Key design decisions:

  • The mutex protects both the queue and the stopped_ flag.
  • The condition variable uses a predicate that checks both !queue_.empty() and stopped_, handling spurious wakeups.
  • stop() calls notify_all() so every waiting consumer wakes up and can exit cleanly.
  • This design is easily extended to multiple producers without any changes.

Common Pitfalls

1. Forgetting to join or detach Destroying a std::thread that is still joinable calls std::terminate(). Always join or detach before the thread object goes out of scope. Consider wrapping threads in RAII helpers or using std::jthread (C++20) which auto-joins.

2. Data races on non-atomic shared variables Any unsynchronised concurrent write (or write + read) to a non-atomic variable is undefined behaviour. Use a mutex or std::atomic.

3. Deadlocks from lock ordering If thread A holds mutex1 and waits for mutex2, while thread B holds mutex2 and waits for mutex1, both block forever. Always acquire multiple mutexes in a consistent global order, or use std::scoped_lock (C++17) which uses deadlock-avoidance internally.

4. Spurious wakeups cv.wait(lock) without a predicate can return spuriously (without notify being called). Always pass a predicate: cv.wait(lock, [] { return condition; });.

5. Accessing a moved-from future Calling get() on a std::future more than once throws std::future_error. A future can only be consumed once.

6. Expensive locking in tight loops Locking a mutex on every iteration of a million-iteration loop is extremely slow. Batch work and lock once per batch, or use std::atomic for simple counters.


Practice Exercises

  1. Launch 5 threads, each printing its thread ID (hint: std::this_thread::get_id()) 3 times. Add a mutex so the prints do not interleave.

  2. Rewrite the race-condition example using std::atomic<int> and verify the output is always 2000000.
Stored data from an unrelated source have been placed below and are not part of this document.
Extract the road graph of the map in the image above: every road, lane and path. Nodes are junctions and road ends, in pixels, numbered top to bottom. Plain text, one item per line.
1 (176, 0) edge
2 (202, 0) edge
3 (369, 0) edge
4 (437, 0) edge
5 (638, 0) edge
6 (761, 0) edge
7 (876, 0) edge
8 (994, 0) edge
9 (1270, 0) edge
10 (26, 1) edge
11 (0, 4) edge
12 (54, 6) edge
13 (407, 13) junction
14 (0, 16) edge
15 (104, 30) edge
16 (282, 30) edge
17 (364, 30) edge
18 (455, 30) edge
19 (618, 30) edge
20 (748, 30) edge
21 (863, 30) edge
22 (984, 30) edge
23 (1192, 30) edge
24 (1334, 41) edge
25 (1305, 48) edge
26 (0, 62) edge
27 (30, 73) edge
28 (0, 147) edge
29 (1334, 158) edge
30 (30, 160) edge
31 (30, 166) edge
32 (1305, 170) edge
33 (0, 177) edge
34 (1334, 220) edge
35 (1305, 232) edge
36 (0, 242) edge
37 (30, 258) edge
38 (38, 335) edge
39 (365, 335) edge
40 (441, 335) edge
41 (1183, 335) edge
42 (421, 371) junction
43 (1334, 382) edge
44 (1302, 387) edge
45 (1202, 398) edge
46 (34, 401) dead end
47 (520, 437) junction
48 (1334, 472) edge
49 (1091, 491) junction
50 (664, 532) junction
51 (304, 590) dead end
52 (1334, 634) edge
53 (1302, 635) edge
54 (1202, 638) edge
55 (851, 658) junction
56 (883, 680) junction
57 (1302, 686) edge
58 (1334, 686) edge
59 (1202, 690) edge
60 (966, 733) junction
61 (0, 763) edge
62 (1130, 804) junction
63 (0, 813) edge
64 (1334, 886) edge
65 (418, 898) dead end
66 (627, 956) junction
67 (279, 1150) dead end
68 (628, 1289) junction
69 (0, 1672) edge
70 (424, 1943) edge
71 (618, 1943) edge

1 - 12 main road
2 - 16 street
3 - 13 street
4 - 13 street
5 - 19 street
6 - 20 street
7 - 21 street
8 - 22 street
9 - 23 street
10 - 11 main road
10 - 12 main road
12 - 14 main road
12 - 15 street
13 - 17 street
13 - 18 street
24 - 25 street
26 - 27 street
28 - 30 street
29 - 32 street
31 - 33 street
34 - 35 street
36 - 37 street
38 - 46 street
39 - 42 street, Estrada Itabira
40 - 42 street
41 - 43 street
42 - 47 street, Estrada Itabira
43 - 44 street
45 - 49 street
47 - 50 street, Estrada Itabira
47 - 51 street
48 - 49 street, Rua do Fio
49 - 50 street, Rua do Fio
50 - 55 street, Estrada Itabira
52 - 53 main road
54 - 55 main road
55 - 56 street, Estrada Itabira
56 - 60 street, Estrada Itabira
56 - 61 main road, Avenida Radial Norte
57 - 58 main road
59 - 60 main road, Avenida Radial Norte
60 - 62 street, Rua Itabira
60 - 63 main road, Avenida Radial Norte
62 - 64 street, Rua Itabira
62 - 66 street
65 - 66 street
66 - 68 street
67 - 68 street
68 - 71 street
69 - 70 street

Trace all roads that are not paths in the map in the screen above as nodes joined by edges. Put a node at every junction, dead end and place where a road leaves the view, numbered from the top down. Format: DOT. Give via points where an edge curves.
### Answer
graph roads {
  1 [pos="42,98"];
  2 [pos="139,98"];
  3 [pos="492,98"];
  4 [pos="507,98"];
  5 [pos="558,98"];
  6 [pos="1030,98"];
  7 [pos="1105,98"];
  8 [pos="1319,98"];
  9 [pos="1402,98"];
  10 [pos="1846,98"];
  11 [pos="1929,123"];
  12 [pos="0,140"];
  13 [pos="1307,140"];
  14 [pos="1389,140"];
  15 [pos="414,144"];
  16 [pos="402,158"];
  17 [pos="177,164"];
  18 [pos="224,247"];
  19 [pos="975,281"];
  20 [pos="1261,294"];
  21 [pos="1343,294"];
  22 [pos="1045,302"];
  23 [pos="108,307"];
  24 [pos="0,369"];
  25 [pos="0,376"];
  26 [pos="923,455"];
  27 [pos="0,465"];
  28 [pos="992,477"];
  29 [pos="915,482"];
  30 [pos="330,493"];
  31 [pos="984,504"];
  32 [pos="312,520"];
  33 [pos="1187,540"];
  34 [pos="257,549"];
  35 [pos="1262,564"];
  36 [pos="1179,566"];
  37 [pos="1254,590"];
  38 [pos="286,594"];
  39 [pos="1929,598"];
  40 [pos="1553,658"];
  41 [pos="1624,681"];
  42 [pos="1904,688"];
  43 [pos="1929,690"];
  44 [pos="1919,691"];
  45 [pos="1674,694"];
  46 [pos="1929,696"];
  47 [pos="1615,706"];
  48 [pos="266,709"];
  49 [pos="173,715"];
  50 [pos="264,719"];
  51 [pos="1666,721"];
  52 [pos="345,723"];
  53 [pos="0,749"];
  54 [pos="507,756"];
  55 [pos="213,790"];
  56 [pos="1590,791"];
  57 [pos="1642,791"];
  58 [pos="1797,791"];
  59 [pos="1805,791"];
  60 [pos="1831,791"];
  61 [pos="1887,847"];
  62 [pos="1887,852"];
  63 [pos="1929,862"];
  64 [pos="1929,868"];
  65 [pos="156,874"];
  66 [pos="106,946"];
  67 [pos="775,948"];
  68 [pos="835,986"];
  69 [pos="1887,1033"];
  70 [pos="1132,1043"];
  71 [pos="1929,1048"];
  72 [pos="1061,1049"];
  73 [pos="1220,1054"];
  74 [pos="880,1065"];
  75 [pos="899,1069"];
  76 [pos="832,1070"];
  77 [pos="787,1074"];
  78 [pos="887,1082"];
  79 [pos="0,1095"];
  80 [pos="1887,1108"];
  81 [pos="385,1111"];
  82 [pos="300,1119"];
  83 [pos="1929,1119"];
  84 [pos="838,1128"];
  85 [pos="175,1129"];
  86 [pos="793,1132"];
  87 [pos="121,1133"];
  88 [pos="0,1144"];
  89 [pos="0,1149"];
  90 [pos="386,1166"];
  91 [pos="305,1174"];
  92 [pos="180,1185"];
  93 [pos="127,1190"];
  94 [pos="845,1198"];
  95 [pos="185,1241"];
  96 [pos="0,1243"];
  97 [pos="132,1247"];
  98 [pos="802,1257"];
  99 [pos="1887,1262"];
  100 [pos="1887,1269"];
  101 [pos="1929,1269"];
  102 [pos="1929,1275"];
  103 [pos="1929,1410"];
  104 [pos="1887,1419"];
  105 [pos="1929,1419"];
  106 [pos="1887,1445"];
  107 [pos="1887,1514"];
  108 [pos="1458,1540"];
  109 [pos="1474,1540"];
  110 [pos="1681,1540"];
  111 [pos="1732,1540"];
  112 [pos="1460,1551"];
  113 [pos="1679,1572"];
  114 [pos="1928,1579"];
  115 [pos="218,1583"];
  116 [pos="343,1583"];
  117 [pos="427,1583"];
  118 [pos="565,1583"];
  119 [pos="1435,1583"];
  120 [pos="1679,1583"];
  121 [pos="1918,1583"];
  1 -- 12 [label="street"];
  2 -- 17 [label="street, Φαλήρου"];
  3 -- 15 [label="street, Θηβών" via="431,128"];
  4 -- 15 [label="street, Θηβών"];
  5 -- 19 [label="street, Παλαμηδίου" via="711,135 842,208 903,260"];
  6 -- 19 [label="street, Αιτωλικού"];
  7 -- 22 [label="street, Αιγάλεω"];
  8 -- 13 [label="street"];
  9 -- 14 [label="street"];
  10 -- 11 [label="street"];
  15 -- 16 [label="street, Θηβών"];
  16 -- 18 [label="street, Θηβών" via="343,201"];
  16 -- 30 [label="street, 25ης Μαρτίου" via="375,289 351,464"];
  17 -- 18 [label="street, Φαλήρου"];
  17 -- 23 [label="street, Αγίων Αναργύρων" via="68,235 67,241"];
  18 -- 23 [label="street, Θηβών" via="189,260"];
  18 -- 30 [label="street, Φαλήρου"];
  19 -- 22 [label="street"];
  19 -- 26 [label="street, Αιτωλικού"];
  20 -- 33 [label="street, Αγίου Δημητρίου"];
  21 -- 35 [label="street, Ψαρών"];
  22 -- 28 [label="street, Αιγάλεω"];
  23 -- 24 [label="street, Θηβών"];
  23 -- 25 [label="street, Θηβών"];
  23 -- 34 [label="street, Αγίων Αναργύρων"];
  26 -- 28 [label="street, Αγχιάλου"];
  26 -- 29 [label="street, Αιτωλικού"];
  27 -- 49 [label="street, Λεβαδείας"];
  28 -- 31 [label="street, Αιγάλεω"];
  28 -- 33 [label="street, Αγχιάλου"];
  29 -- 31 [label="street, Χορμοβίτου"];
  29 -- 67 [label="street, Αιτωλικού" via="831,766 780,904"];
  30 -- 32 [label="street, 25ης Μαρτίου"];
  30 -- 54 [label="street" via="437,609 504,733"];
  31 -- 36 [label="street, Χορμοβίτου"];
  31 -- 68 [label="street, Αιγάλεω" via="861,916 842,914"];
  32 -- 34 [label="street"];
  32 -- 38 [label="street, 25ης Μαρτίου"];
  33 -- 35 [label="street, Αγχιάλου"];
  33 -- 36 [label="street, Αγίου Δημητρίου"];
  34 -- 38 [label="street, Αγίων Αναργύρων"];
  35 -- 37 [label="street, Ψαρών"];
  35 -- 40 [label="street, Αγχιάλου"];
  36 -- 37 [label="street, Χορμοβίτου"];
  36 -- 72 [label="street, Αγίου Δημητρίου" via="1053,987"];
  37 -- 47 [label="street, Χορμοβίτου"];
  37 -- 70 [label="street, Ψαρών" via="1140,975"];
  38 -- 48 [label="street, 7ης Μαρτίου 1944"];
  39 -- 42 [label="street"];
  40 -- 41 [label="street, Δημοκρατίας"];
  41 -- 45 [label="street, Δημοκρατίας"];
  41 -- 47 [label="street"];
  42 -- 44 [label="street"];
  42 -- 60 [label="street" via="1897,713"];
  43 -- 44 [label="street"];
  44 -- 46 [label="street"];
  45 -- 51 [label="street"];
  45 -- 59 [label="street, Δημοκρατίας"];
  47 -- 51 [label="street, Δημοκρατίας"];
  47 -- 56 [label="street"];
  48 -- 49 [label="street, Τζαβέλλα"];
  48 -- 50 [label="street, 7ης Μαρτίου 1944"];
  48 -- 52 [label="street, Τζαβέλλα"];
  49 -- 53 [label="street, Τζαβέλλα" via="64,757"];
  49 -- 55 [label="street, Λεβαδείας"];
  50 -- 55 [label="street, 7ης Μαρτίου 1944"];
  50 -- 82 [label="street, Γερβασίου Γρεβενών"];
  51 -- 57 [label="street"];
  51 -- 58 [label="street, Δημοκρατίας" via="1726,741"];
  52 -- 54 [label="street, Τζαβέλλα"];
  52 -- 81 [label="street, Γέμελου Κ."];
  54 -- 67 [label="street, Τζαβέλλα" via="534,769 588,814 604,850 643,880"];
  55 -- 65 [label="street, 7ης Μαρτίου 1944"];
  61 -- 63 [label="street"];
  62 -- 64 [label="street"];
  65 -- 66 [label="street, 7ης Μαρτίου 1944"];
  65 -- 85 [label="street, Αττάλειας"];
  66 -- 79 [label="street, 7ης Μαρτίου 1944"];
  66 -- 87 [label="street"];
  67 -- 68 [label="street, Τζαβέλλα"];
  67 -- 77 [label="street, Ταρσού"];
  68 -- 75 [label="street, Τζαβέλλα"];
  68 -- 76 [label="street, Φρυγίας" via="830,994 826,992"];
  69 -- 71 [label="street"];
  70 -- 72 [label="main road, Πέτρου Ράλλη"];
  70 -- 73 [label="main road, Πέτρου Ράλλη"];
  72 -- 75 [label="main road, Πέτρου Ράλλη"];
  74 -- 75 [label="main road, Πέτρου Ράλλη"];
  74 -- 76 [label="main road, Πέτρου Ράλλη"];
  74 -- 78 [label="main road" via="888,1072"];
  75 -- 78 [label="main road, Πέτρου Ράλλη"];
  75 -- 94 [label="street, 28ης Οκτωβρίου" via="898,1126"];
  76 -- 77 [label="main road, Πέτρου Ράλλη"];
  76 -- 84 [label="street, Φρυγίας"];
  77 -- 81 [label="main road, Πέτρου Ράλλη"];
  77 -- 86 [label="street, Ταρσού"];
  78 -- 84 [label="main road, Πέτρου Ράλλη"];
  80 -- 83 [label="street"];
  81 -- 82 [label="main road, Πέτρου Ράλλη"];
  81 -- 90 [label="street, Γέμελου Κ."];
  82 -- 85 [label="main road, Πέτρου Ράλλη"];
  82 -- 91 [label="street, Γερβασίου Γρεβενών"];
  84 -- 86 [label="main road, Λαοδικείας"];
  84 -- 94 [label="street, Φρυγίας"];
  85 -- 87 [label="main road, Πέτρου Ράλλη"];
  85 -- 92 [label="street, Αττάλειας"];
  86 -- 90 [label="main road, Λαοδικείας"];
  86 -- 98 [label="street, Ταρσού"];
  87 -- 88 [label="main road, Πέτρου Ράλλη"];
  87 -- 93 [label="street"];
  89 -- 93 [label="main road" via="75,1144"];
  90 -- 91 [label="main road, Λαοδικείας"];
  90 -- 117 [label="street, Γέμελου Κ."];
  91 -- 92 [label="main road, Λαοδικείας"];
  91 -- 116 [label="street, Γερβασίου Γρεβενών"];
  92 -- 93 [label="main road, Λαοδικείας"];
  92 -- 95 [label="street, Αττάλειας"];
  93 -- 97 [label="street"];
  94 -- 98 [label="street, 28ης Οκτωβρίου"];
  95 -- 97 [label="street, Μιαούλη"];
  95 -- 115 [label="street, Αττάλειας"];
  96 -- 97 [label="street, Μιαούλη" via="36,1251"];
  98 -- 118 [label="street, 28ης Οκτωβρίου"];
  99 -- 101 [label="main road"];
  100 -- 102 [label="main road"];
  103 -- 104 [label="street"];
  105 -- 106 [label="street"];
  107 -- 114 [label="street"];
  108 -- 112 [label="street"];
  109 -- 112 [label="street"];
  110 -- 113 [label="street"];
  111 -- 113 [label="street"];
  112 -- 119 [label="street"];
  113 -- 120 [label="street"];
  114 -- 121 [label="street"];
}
  3. Implement a thread-safe Counter class with increment(), decrement(), and get() methods, using a std::mutex internally.

  4. Use std::async to compute the maximum element in each half of a large vector concurrently, then combine the results.

  5. Extend the SafeQueue to support multiple producers (no code change needed — explain why it is already safe) and add a size() method that returns the current number of items in the queue.


Summary

  • std::thread launches concurrent execution; you must join() or detach() before the thread object is destroyed.
  • Arguments to threads are copied by default; use std::ref() or a lambda capture for references.
  • A race condition occurs when two threads access shared data without synchronisation; the result is undefined behaviour.
  • std::mutex with std::lock_guard (RAII) serialises access to shared data and prevents races.
  • std::atomic<T> provides lock-free, thread-safe operations for simple types like integers and booleans.
  • std::condition_variable lets threads wait efficiently for a condition without busy-spinning; always use it with a predicate to handle spurious wakeups.
  • std::async with std::future provides a high-level way to run tasks asynchronously and retrieve their results.
  • The producer-consumer pattern uses a mutex-protected queue and a condition variable for producer-consumer coordination.
  • Common bugs: missing join/detach, data races, deadlocks from inconsistent lock ordering, and future.get() called twice.